Вряд ли стоит говорить о том, насколько это было несправедливо, но о том, насколько это закономерно, — стоит задуматься.
На федотовских часах стрелки двигались вдвое, если не втрое быстрее, чем на обычных. Вынужденный сначала энергично догонять свое время, сейчас он уже начал его обгонять, незаметно для себя миновав пункт, в котором достиг счастливого согласия с окружающими. Пунктом этим было «Сватовство майора», решительно всех удовлетворившее и всех поразившее, кроме разве что каких-то совсем замшелых ретроградов, да и те предпочли отмалчиваться. В «Сватовстве майора» Федотов опередил художественное сознание своего времени, но лишь отчасти — настолько, что его, если не поняли до конца, так хоть приняли радостно. Это было именно то новое, которое готово было разродиться и которого с нетерпением дожидались: свежее слово, но произнесенное на общепринятом языке академической живописи, в совершенстве усвоенном и заметно обогащенном художником; реальная жизнь, но искусно облеченная в театрализованное зрелище, представленное отстоящему от него зрителю-созерцателю.

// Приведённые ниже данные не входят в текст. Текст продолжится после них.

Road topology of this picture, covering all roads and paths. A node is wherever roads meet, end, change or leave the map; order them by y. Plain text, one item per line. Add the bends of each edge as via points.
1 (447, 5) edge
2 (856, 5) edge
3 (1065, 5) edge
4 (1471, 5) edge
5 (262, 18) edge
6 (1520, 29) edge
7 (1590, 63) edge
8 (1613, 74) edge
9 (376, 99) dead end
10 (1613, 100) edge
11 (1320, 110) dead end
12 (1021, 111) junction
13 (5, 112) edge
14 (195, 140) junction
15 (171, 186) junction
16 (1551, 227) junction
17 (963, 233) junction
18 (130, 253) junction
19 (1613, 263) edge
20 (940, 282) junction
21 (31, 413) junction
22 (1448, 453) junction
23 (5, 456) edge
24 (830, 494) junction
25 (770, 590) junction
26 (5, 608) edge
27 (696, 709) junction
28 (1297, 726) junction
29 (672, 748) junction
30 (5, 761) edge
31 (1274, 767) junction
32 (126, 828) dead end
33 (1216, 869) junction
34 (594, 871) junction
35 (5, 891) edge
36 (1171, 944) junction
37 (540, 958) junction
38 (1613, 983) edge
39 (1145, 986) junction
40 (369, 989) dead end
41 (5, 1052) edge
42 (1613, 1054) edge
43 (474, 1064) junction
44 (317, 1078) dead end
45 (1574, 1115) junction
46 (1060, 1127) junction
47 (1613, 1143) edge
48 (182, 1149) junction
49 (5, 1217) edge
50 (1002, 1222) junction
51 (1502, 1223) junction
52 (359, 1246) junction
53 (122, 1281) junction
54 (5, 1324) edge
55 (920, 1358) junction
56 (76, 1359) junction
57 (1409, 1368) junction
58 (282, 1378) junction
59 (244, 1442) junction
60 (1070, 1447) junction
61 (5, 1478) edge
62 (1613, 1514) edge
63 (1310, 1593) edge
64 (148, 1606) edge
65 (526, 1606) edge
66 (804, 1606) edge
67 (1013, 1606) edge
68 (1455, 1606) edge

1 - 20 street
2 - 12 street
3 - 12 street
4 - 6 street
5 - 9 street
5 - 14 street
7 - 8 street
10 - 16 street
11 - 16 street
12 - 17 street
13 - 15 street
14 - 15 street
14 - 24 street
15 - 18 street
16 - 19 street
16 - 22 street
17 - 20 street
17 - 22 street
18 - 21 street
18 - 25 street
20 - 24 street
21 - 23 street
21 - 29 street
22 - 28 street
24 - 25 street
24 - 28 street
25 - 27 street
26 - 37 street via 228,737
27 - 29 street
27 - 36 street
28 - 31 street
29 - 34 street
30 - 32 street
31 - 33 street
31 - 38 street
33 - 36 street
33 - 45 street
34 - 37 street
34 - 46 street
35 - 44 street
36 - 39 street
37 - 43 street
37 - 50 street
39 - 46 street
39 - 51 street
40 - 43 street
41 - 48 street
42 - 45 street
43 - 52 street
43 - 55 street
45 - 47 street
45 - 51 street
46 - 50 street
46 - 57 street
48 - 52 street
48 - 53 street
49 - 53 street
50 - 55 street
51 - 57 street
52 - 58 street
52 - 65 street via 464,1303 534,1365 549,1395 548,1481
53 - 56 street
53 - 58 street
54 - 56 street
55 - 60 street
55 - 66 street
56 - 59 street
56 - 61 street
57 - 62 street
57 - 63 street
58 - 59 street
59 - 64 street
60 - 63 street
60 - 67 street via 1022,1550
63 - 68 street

Любому другому художнику обретенного в «Сватовстве майора» за глаза хватило бы на десятилетия достойного существования в искусстве: его и Перов почтительно приветствовал бы десять лет спустя, а 20 лет спустя и передвижники раздвинули бы для него свои ряды как для патриарха. Но Федотов развивался дальше и остановиться уже не мог, если бы даже очень захотел. То новое, к чему он шел, во «Вдовушке» обнаружило себя еще слабо, но и этого оказалось достаточно, чтобы современники стали его хуже понимать.
Новой была сама позиция художника по отношению к изображаемому. Серебристый и рассеянный дневной свет прежних федотовских картин, неизменно как бы льющийся из подразумеваемых окон в «четвертой стене», был воспринят Федотовым из академической живописи, он выражал волю художника, бесстрастно-ровно высвечивая лица и предметы, давая зрителю возможность непредвзято судить о видимом.